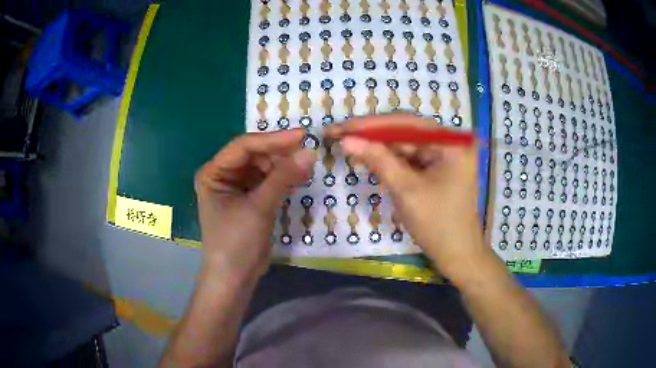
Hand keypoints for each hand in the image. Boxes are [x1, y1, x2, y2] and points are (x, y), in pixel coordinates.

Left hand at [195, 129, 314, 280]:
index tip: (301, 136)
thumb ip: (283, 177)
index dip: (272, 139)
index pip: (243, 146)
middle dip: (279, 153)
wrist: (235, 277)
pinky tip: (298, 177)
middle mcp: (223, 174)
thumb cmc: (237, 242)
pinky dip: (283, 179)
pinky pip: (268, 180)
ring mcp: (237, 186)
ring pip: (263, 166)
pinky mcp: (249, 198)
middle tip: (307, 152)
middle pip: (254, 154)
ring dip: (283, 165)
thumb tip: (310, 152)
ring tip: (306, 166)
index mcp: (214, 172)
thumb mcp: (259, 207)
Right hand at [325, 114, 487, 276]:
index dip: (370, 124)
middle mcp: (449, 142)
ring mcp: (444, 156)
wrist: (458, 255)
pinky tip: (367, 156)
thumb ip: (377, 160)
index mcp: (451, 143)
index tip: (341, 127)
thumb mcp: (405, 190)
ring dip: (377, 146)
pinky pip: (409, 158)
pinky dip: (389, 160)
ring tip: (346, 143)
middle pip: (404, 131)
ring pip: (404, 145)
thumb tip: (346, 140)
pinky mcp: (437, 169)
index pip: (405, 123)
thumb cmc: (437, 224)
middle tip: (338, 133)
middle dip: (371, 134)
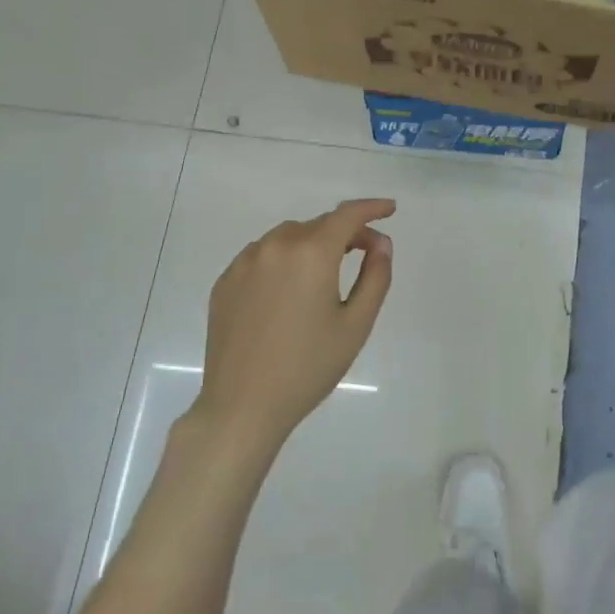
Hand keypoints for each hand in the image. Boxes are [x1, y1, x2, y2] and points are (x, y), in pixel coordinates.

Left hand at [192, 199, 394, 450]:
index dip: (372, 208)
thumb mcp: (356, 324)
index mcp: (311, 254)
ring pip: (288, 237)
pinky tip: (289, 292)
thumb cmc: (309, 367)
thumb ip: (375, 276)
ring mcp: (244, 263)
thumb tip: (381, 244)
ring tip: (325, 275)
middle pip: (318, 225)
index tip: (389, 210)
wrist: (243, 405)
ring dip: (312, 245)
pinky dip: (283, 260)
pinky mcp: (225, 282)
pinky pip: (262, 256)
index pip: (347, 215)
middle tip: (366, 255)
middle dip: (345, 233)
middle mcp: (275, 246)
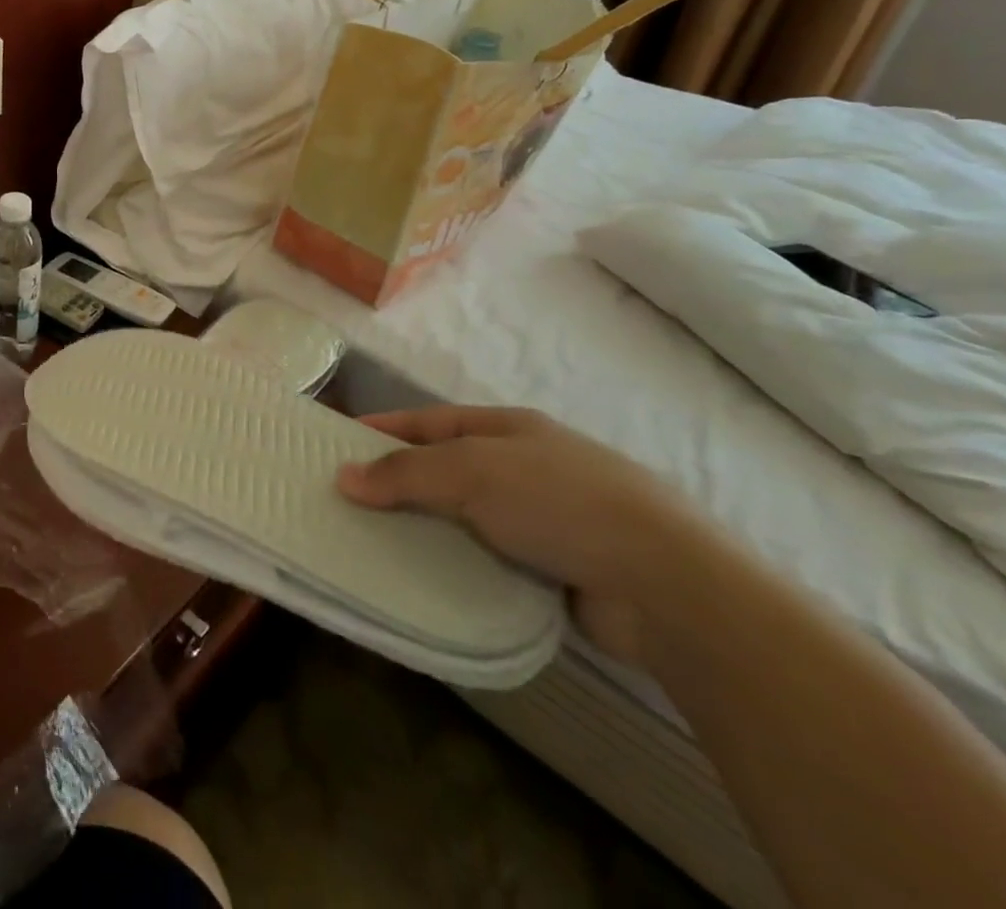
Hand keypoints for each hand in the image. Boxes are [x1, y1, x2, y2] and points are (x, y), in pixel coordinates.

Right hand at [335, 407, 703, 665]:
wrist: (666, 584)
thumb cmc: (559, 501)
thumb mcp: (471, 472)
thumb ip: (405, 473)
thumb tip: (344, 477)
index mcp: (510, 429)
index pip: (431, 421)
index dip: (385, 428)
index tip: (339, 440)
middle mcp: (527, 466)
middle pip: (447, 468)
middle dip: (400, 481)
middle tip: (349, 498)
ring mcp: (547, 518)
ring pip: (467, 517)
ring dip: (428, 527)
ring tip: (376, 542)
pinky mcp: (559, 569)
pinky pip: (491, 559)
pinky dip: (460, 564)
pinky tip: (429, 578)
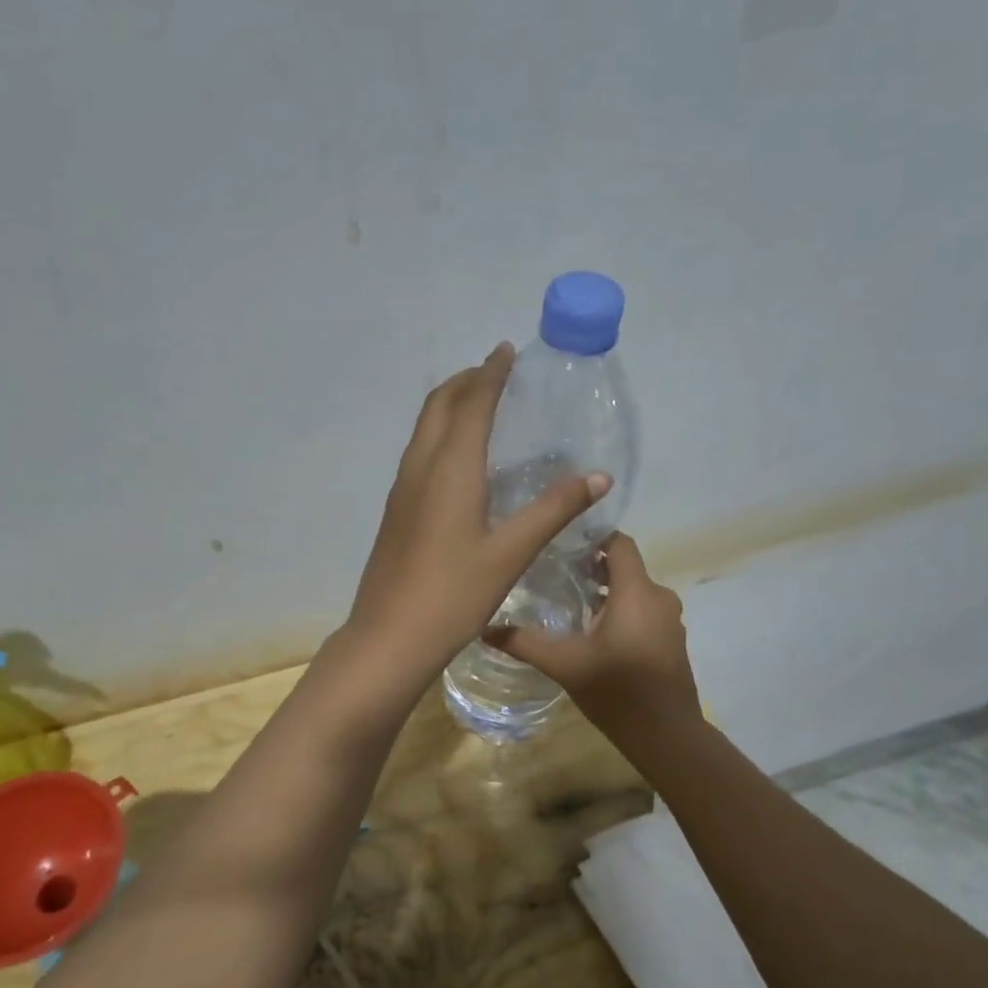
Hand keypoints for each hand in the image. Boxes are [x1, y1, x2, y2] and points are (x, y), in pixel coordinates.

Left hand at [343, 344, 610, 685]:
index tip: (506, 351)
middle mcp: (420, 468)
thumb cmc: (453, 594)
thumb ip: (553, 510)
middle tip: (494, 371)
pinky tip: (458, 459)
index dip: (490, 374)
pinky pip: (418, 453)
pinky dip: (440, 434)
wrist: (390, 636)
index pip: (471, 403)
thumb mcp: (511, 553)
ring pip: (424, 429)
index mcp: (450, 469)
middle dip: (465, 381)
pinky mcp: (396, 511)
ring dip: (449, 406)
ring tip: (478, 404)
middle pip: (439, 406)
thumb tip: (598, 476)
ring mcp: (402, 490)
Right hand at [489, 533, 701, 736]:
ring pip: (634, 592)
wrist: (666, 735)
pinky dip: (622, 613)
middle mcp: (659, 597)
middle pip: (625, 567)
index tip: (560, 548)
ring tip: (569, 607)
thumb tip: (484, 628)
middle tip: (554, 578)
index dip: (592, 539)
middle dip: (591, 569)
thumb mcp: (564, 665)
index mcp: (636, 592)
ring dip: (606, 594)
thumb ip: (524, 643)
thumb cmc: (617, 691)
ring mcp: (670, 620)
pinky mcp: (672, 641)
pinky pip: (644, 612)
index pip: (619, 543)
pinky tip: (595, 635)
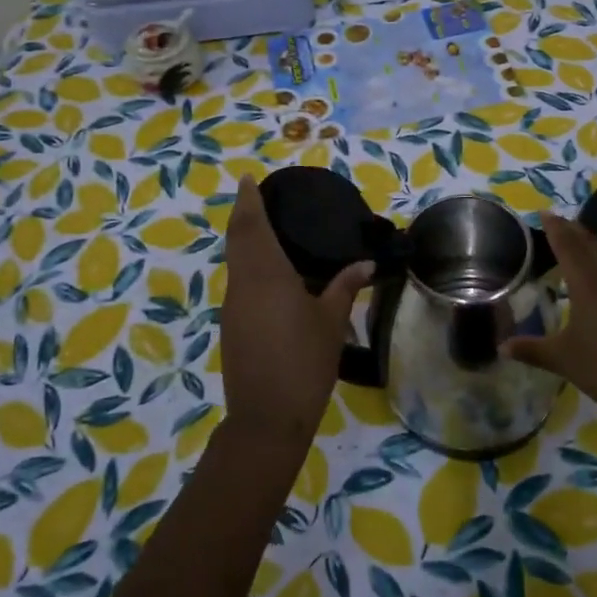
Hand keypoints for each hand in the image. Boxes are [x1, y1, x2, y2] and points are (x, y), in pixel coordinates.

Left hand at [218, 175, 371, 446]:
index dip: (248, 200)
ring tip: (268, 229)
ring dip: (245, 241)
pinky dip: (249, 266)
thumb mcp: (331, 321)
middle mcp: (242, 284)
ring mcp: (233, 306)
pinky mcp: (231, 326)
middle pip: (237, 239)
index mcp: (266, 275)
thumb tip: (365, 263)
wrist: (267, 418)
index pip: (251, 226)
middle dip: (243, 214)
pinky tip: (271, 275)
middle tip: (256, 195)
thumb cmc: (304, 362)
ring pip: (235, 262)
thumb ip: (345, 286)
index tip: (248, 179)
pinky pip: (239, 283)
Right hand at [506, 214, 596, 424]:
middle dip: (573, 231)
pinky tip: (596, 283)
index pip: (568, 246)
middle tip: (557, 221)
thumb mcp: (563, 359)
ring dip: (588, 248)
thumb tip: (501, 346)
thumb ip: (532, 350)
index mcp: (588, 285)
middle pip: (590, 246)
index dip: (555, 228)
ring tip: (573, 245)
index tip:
_ _ _ _ _ _ _
WORK INSTRUCTIONS — In the listing above, transcribe exactly everything from the line containing "index mcp: (214, 172)" down to the line containing "pinky mcp: (437, 169)", including both and nothing more.

ANSWER TO THIS TASK —
index mcp: (214, 172)
thumb mcp: (259, 207)
Right hand at [325, 114, 487, 276]:
index dip: (370, 124)
middle mcp: (449, 142)
ring mcp: (444, 156)
wrist: (458, 255)
pinky tip: (367, 156)
thumb ip: (377, 160)
index mcp: (451, 143)
index tip: (341, 127)
thumb mcp: (405, 190)
ring dip: (377, 146)
pinky pip: (409, 158)
pinky dip: (389, 160)
ring tip: (346, 143)
middle pip: (404, 131)
ring pip: (404, 145)
thumb tip: (346, 140)
pinky mcp: (437, 169)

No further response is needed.